Sunday, April 8, 2007

"The beginning is half of every action."


This is a mish-mosh blog post of my past weekend in Hudson.

Friday, I called the Red Dot and tried to reserve a party of 75, in anticipation of the GayHudson.com Flag Day planning meeting.

They said that they couldn't do a reservation that large. Just as well, there ended up being only four of us.

But we now have the Central Planning Committee as well as the Parade Float Sub-Committee and the After Party Sub-Committee.

The "GayHudson.com Flag Day After Party" might end up being the "GayHudson.com WAY After Flag Day Party" as we try to decide on a good date. But, we will keep you posted. Just read this blog.

The ball is rolling. Saturday morning, I posted information about the Party on this blog, and this weekend, people started contacting us.

Go fucking figure.

Saturday, my friend took me shopping. Every time he comes over to my house in Hudson, I can sense his frustration with me and my lack of interior design skills. I've put the interior decoration part of my house in his capable hands.

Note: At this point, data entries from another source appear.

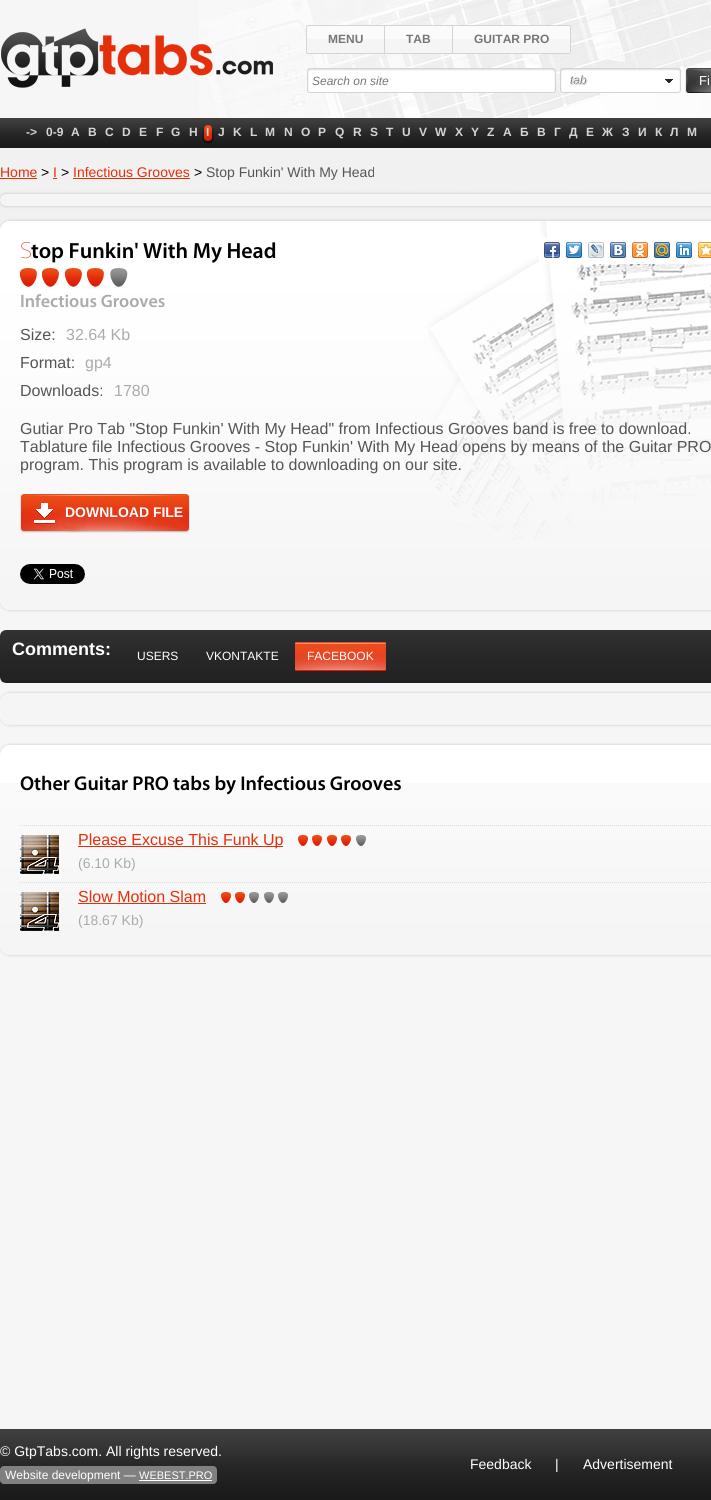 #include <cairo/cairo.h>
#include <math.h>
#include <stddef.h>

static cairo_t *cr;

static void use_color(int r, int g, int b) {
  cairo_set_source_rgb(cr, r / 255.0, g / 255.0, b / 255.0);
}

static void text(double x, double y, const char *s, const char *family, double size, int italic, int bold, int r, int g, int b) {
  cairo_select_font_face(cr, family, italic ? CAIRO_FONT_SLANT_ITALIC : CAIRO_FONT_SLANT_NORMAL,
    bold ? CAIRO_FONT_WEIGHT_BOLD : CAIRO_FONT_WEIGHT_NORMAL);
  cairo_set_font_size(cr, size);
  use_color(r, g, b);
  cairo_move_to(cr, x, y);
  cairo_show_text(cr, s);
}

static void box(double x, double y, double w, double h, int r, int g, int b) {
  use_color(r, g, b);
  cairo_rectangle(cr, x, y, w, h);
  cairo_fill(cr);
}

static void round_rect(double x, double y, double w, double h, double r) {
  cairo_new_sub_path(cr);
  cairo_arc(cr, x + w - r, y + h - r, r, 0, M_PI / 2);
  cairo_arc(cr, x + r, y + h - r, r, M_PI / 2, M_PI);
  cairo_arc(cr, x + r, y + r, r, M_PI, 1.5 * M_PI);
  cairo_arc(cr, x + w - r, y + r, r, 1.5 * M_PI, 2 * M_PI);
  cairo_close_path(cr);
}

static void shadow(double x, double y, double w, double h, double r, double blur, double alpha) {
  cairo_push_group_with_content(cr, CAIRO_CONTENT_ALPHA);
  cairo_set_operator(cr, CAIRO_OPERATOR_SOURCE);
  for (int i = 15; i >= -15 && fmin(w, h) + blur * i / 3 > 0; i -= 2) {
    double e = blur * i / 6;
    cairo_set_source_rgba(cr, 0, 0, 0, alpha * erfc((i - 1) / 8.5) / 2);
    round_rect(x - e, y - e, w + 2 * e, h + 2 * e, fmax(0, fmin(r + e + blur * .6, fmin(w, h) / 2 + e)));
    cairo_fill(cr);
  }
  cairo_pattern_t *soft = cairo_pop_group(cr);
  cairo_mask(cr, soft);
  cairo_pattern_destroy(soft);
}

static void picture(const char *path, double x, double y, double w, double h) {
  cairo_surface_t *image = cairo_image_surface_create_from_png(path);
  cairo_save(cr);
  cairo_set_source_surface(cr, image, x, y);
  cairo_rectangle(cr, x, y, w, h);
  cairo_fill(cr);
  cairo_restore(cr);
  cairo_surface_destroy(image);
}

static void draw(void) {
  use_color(246, 246, 246);
  cairo_paint(cr);
  picture("img_01.png", 0, 148, 711, 83);
  picture("img_02.png", 199, 0, 512, 118);
  picture("img_03.png", 1, 28, 272, 60);
  use_color(245, 245, 245);
  cairo_new_path(cr);
  cairo_move_to(cr, 308, 25);
  cairo_line_to(cr, 385, 25);
  cairo_line_to(cr, 385, 54);
  cairo_line_to(cr, 308, 54);
  cairo_curve_to(cr, 307, 54, 306, 53, 306, 52);
  cairo_line_to(cr, 306, 27);
  cairo_curve_to(cr, 306, 26, 307, 25, 308, 25);
  cairo_close_path(cr);
  cairo_fill(cr);
  box(306, 26, 78, 13, 251, 251, 251);
  cairo_new_path(cr);
  cairo_move_to(cr, 308, 25.5);
  cairo_line_to(cr, 384.5, 25.5);
  cairo_line_to(cr, 384.5, 53.5);
  cairo_line_to(cr, 308, 53.5);
  cairo_curve_to(cr, 307, 53.5, 306.5, 53, 306.5, 52);
  cairo_line_to(cr, 306.5, 27);
  cairo_curve_to(cr, 306.5, 26, 307, 25.5, 308, 25.5);
  cairo_close_path(cr);
  use_color(212, 212, 212);
  cairo_set_line_width(cr, 1);
  cairo_stroke(cr);
  box(385, 39, 67, 14, 245, 245, 245);
  box(385, 26, 67, 13, 251, 251, 251);
  box(385, 25, 68, 1, 212, 212, 212);
  box(452, 25, 1, 29, 212, 212, 212);
  box(385, 53, 68, 1, 212, 212, 212);
  use_color(245, 245, 245);
  cairo_new_path(cr);
  cairo_move_to(cr, 453, 25);
  cairo_line_to(cr, 569, 25);
  cairo_curve_to(cr, 570, 25, 571, 26, 571, 27);
  cairo_line_to(cr, 571, 52);
  cairo_curve_to(cr, 571, 53, 570, 54, 569, 54);
  cairo_line_to(cr, 453, 54);
  cairo_close_path(cr);
  cairo_fill(cr);
  box(453, 26, 117, 13, 251, 251, 251);
  box(453, 25, 117, 1, 212, 212, 212);
  box(570, 26, 1, 27, 212, 212, 212);
  box(453, 53, 117, 1, 212, 212, 212);
  picture("img_04.png", 307, 68, 249, 25);
  picture("img_05.png", 560, 68, 121, 25);
  picture("img_06.png", 685, 68, 26, 25);
  picture("img_07.png", 0, 118, 711, 30);
  use_color(0, 0, 0);
  shadow(204, 127, 8, 16, 4, 1.5, 0.8);
  picture("img_08.png", 204, 125, 8, 16);
  box(0, 178, 37, 1, 229, 47, 11);
  box(53, 178, 4, 1, 229, 47, 11);
  box(73, 178, 117, 1, 229, 47, 11);
  use_color(0, 0, 0);
  shadow(0, 194, 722, 12, 6, 1.5, 0.2);
  picture("img_09.png", 0, 194, 711, 12);
  shadow(0, 221, 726, 389, 10, 1.5, 0.2);
  use_color(255, 255, 255);
  round_rect(0, 221, 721, 389, 10);
  cairo_fill(cr);
  picture("img_10.png", 0, 221, 711, 389);
  picture("img_11.png", 428, 221, 283, 319);
  picture("img_12.png", 20, 268, 17, 19);
  picture("img_12.png", 42, 268, 17, 19);
  picture("img_12.png", 65, 268, 17, 19);
  picture("img_12.png", 87, 268, 17, 19);
  picture("img_13.png", 110, 268, 18, 19);
  box(539, 237, 172, 27, 255, 255, 255);
  picture("img_14.png", 544, 242, 16, 16);
  picture("img_15.png", 566, 242, 16, 16);
  picture("img_16.png", 588, 242, 16, 16);
  picture("img_17.png", 610, 242, 16, 16);
  picture("img_18.png", 632, 242, 16, 16);
  picture("img_19.png", 654, 242, 16, 16);
  picture("img_20.png", 676, 242, 16, 16);
  picture("img_21.png", 698, 242, 13, 16);
  picture("img_22.png", 20, 494, 170, 39);
  picture("img_23.png", 20, 564, 65, 20);
  picture("img_24.png", 0, 630, 711, 53);
  picture("img_25.png", 295, 642, 91, 29);
  use_color(0, 0, 0);
  shadow(0, 693, 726, 32, 10, 1.5, 0.2);
  use_color(255, 255, 255);
  round_rect(0, 693, 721, 32, 10);
  cairo_fill(cr);
  picture("img_26.png", 0, 693, 711, 32);
  use_color(0, 0, 0);
  shadow(0, 745, 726, 210, 10, 1.5, 0.2);
  use_color(255, 255, 255);
  round_rect(0, 745, 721, 210, 10);
  cairo_fill(cr);
  picture("img_27.png", 0, 783, 711, 172);
  cairo_new_path(cr);
  cairo_move_to(cr, 20, 825.5);
  cairo_line_to(cr, 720, 825.5);
  use_color(221, 221, 221);
  cairo_set_dash(cr, (double[]){1, 1}, 2, 0);
  cairo_stroke(cr);
  picture("img_28.png", 20, 835, 39, 39);
  box(78, 846, 205, 1, 229, 47, 11);
  picture("img_29.png", 298, 835, 10, 11);
  picture("img_29.png", 312, 835, 10, 11);
  picture("img_29.png", 327, 835, 10, 11);
  picture("img_29.png", 341, 835, 10, 11);
  picture("img_30.png", 356, 835, 10, 11);
  cairo_new_path(cr);
  cairo_move_to(cr, 20, 882.5);
  cairo_line_to(cr, 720, 882.5);
  use_color(221, 221, 221);
  cairo_stroke(cr);
  picture("img_28.png", 20, 892, 39, 39);
  box(78, 903, 128, 1, 229, 47, 11);
  picture("img_31.png", 221, 892, 10, 11);
  picture("img_31.png", 235, 892, 10, 11);
  picture("img_32.png", 249, 892, 10, 11);
  picture("img_32.png", 264, 892, 10, 11);
  picture("img_32.png", 278, 892, 10, 11);
  picture("img_33.png", 0, 1429, 711, 71);
  use_color(128, 128, 128);
  round_rect(0, 1466, 217, 18, 4);
  cairo_fill(cr);
  box(139, 1480, 73, 1, 255, 255, 255);
  text(328, 43, "MENU", "Liberation Sans", 12, 0, 1, 119, 119, 119);
  text(406, 43, "TAB", "Liberation Sans", 12, 0, 1, 119, 119, 119);
  text(474, 43, "GUITAR PRO", "Liberation Sans", 12, 0, 1, 119, 119, 119);
  text(312, 85, "Search on site", "Liberation Sans", 12, 1, 0, 119, 119, 119);
  text(570, 84, "tab", "Liberation Sans", 12, 1, 0, 119, 119, 119);
  text(571, 85, "tab", "Liberation Sans", 12, 1, 0, 218, 218, 218);
  text(699, 85, "Fi", "Liberation Sans", 13, 0, 0, 255, 255, 255);
  text(46, 136, "0-9", "Liberation Sans", 12, 0, 1, 212, 212, 212);
  text(71, 136, "A", "Liberation Sans", 12, 0, 1, 212, 212, 212);
  text(88, 136, "B", "Liberation Sans", 12, 0, 1, 212, 212, 212);
  text(105, 136, "C", "Liberation Sans", 12, 0, 1, 212, 212, 212);
  text(122, 136, "D", "Liberation Sans", 12, 0, 1, 212, 212, 212);
  text(139, 136, "E", "Liberation Sans", 12, 0, 1, 212, 212, 212);
  text(156, 136, "F", "Liberation Sans", 12, 0, 1, 212, 212, 212);
  text(171, 136, "G", "Liberation Sans", 12, 0, 1, 212, 212, 212);
  text(189, 136, "H", "Liberation Sans", 12, 0, 1, 212, 212, 212);
  text(26, 136, "->", "Liberation Sans", 12, 0, 1, 212, 212, 212);
  text(206, 136, "I", "Liberation Sans", 12, 0, 1, 212, 212, 212);
  text(218, 136, "J", "Liberation Sans", 12, 0, 1, 212, 212, 212);
  text(233, 136, "K", "Liberation Sans", 12, 0, 1, 212, 212, 212);
  text(250, 136, "L", "Liberation Sans", 12, 0, 1, 212, 212, 212);
  text(265, 136, "M", "Liberation Sans", 12, 0, 1, 212, 212, 212);
  text(284, 136, "N", "Liberation Sans", 12, 0, 1, 212, 212, 212);
  text(301, 136, "O", "Liberation Sans", 12, 0, 1, 212, 212, 212);
  text(318, 136, "P", "Liberation Sans", 12, 0, 1, 212, 212, 212);
  text(335, 136, "Q", "Liberation Sans", 12, 0, 1, 212, 212, 212);
  text(353, 136, "R", "Liberation Sans", 12, 0, 1, 212, 212, 212);
  text(370, 136, "S", "Liberation Sans", 12, 0, 1, 212, 212, 212);
  text(386, 136, "T", "Liberation Sans", 12, 0, 1, 212, 212, 212);
  text(402, 136, "U", "Liberation Sans", 12, 0, 1, 212, 212, 212);
  text(419, 136, "V", "Liberation Sans", 12, 0, 1, 212, 212, 212);
  text(435, 136, "W", "Liberation Sans", 12, 0, 1, 212, 212, 212);
  text(455, 136, "X", "Liberation Sans", 12, 0, 1, 212, 212, 212);
  text(471, 136, "Y", "Liberation Sans", 12, 0, 1, 212, 212, 212);
  text(487, 136, "Z", "Liberation Sans", 12, 0, 1, 212, 212, 212);
  text(503, 136, "А", "Liberation Sans", 12, 0, 1, 212, 212, 212);
  text(520, 136, "Б", "Liberation Sans", 12, 0, 1, 212, 212, 212);
  text(537, 136, "В", "Liberation Sans", 12, 0, 1, 212, 212, 212);
  text(554, 136, "Г", "Liberation Sans", 12, 0, 1, 212, 212, 212);
  text(569, 136, "Д", "Liberation Sans", 12, 0, 1, 212, 212, 212);
  text(586, 136, "Е", "Liberation Sans", 12, 0, 1, 212, 212, 212);
  text(602, 136, "Ж", "Liberation Sans", 12, 0, 1, 212, 212, 212);
  text(622, 136, "З", "Liberation Sans", 12, 0, 1, 212, 212, 212);
  text(638, 136, "И", "Liberation Sans", 12, 0, 1, 212, 212, 212);
  text(655, 136, "К", "Liberation Sans", 12, 0, 1, 212, 212, 212);
  text(670, 136, "Л", "Liberation Sans", 12, 0, 1, 212, 212, 212);
  text(687, 136, "М", "Liberation Sans", 12, 0, 1, 212, 212, 212);
  text(0, 177, "Home", "Liberation Sans", 14, 0, 0, 229, 47, 11);
  text(41, 177, ">", "Liberation Sans", 14, 0, 0, 0, 0, 0);
  text(53, 177, "I", "Liberation Sans", 14, 0, 0, 229, 47, 11);
  text(61, 177, ">", "Liberation Sans", 14, 0, 0, 0, 0, 0);
  text(73, 177, "Infectious Grooves", "Liberation Sans", 14, 0, 0, 229, 47, 11);
  text(194, 177, ">", "Liberation Sans", 14, 0, 0, 0, 0, 0);
  text(206, 177, "Stop Funkin' With My Head", "Liberation Sans", 14, 0, 0, 85, 85, 85);
  text(20, 258, "S", "Noto Sans Thin", 22, 0, 0, 229, 47, 11);
  text(31, 258, "top Funkin' With My Head", "Myriad SemiBold", 22, 0, 0, 0, 0, 0);
  text(20, 307, "Infectious Grooves", "Myriad SemiBold", 18, 0, 0, 172, 171, 171);
  text(20, 340, "Size:", "Liberation Sans", 16, 0, 0, 85, 85, 85);
  text(66, 340, "32.64 Kb", "Liberation Sans", 16, 0, 0, 172, 171, 171);
  text(20, 368, "Format:", "Liberation Sans", 16, 0, 0, 85, 85, 85);
  text(85, 368, "gp4", "Liberation Sans", 16, 0, 0, 172, 171, 171);
  text(20, 396, "Downloads:", "Liberation Sans", 16, 0, 0, 85, 85, 85);
  text(114, 396, "1780", "Liberation Sans", 16, 0, 0, 172, 171, 171);
  text(20, 434, "Gutiar Pro Tab \"Stop Funkin' With My Head\" from Infectious Grooves band is free to download.", "Liberation Sans", 16, 0, 0, 85, 85, 85);
  text(20, 452, "Tablature file Infectious Grooves - Stop Funkin' With My Head opens by means of the Guitar PRO", "Liberation Sans", 16, 0, 0, 85, 85, 85);
  text(20, 470, "program. This program is available to downloading on our site.", "Liberation Sans", 16, 0, 0, 85, 85, 85);
  text(65, 517, "DOWNLOAD FILE", "Liberation Sans", 14, 0, 1, 255, 255, 255);
  text(12, 655, "Comments:", "Liberation Sans", 18, 0, 1, 255, 255, 255);
  text(137, 660, "USERS", "Liberation Sans", 12, 0, 0, 255, 255, 255);
  text(206, 660, "VKONTAKTE", "Liberation Sans", 12, 0, 0, 255, 255, 255);
  text(307, 660, "FACEBOOK", "Liberation Sans", 12, 0, 0, 255, 255, 255);
  text(20, 790, "Other Guitar PRO tabs by Infectious Grooves", "Myriad SemiBold", 20, 0, 0, 0, 0, 0);
  text(78, 845, "Please Excuse This Funk Up", "Liberation Sans", 16, 0, 0, 229, 47, 11);
  text(78, 868, "(6.10 Kb)", "Liberation Sans", 14, 0, 0, 172, 171, 171);
  text(78, 902, "Slow Motion Slam", "Liberation Sans", 16, 0, 0, 229, 47, 11);
  text(78, 925, "(18.67 Kb)", "Liberation Sans", 14, 0, 0, 172, 171, 171);
  text(0, 1456, "© GtpTabs.com. All rights reserved.", "Liberation Sans", 14, 0, 0, 255, 255, 255);
  text(5, 1479, "Website development —", "Liberation Sans", 12, 0, 0, 255, 255, 255);
  text(139, 1479, "WEBEST.PRO", "Liberation Sans", 11, 0, 0, 255, 255, 255);
  text(470, 1469, "Feedback", "Liberation Sans", 14, 0, 0, 255, 255, 255);
  text(555, 1469, "|", "Liberation Sans", 14, 0, 0, 255, 255, 255);
  text(583, 1469, "Advertisement", "Liberation Sans", 14, 0, 0, 255, 255, 255);
}

int main(void) {
  cairo_surface_t *surface = cairo_image_surface_create(CAIRO_FORMAT_RGB24, 711, 1500);
  cr = cairo_create(surface);
  cairo_font_options_t *options = cairo_font_options_create();
  cairo_font_options_set_hint_metrics(options, CAIRO_HINT_METRICS_OFF);
  cairo_font_options_set_hint_style(options, CAIRO_HINT_STYLE_NONE);
  cairo_set_font_options(cr, options);
  cairo_set_miter_limit(cr, 4);
  draw();
  cairo_surface_write_to_png(surface, "out.png");
  cairo_font_options_destroy(options);
  cairo_destroy(cr);
  cairo_surface_destroy(surface);
  return 0;
}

I'm a gay man, with a house in Hudson, who hates interior design shit.

HATE IT!!! And all of my friends are interior design queens!

For instance, I've been in my house for six months, and I JUST got my mattress delivered this weekend...BUT, the high speed internet access was in the first week I moved here.

Sunday brunch was at "Le Gamin", the new French bistro in Hudson. A friend of mine stole pink Easter bunny ears from a five year old girl on her way out of church and FORCED me to wear them throughout brunch.

An hour into brunch, I noticed a cute guy a few tables down, checking me out. And I'm thinking to myself, "Wow, I wonder if he's interested?" and then I remembered, "oh, yeah, DUH, I'm wearing these fucking pink bunny ears. He thinks I'm a freak."

Speaking of freaks, I HOPE that there's some circus freaks at the Bindlestiffs Cirkus next weekend. It's 2PM at TSL. It's $5. I'm planning on going.

If anyone is interested in joining, we can make it a GayHudson.com outing! Yay!

Email me:Rich@GayHudson.com

Maybe we can all meet for drinks after.

The GayHudson.com fact checker was disappointed to hear that that the Bindlestiffs DON'T torture animals into performing, like Barnum and Bailey. He still in love with the B&B elephant tamer he hooked up with last weekend after the shows at Madison Square Garden.

Next time you meet our fact checker, ask to see the bullhook marks on his back, I'm sure he'll still be black and blue. The marks are disgusting and fascinating at the same time.

I did have sex with the dog-faced guy from Coney Island once. And let me tell you, the tongue on him! (.....sigh.....) It's great to tell a guy to roll over and they just do it. And a box of milk bones was MUCH cheaper than buying him drinks all night.

Plus, he was house-broken, which puts him a step ahead of some of the winners I've dated lately.

Speaking of winners....

On Easter Sunday, it was hard to find a place to eat in town in the evening. Since I knew my friends were in for the day - and they would NOT see me doing this - I walked to the Grand Hudson Buffet for dinner.

This is a vegetarian at the Grand Hudson Buffet:

"Excuse me, what's in that egg roll?

"Pork."

"And what's in that dumpling?"

"Pork."

"And what's in that puff pastry?"

"Pork."

"And is there any meat in the fried rice?"

"Pork."

For $11.25, I ate eggplant and bananas.

What was I thinking? Usually, there's SOME tofu-like dish at a Chinese food place. I don't think that the sweatpants crowd at the Grand Hudson Buffet does tofu.

This was an actual overheard statement;

"Carol starved herself all day before she came here. She didn't eat breakfast or lunch. This way, she can get up two, three, or FOUR times."

I opened up my fortune cookie. It said:

"The beginning is half of every action."

I'm going to apply that to GayHudson.com's Flag Day festivities.

Like my friend said this weekend, "You have to put the energy out there." And sure enough, people are coming out of the Victorian molded woodwork.

Folks, if you're at a party and you're not happy....just don't sit there and complain, start your own damn party!

What's going to be at my party?

Well, not pork.

A dog-faced boy? Maybe. Keep your paws off, he's MINE.

Woof!

4 comments:

Anonymous said...

"Maybe we can all meet for drinks after."

Wrong answer, CNR.

Correct answer:

"Maybe we can all meet for drinks DURING."

aaron said...

you finally got your matress. i hope the matress boys helped you break it in.

the one good thing about dumb delivery guys.

Anonymous said...

BACK off of JO-JO the dog faced boy, he is the father of Anna-Nichols baby. Besided I love a hairy man.....

Anonymous said...

What do you think CNR has in that "coffee" cup?

I think you should get your factchecker on it.

Maybe HADA can serve it at Winterwalk next year -- looks tasty.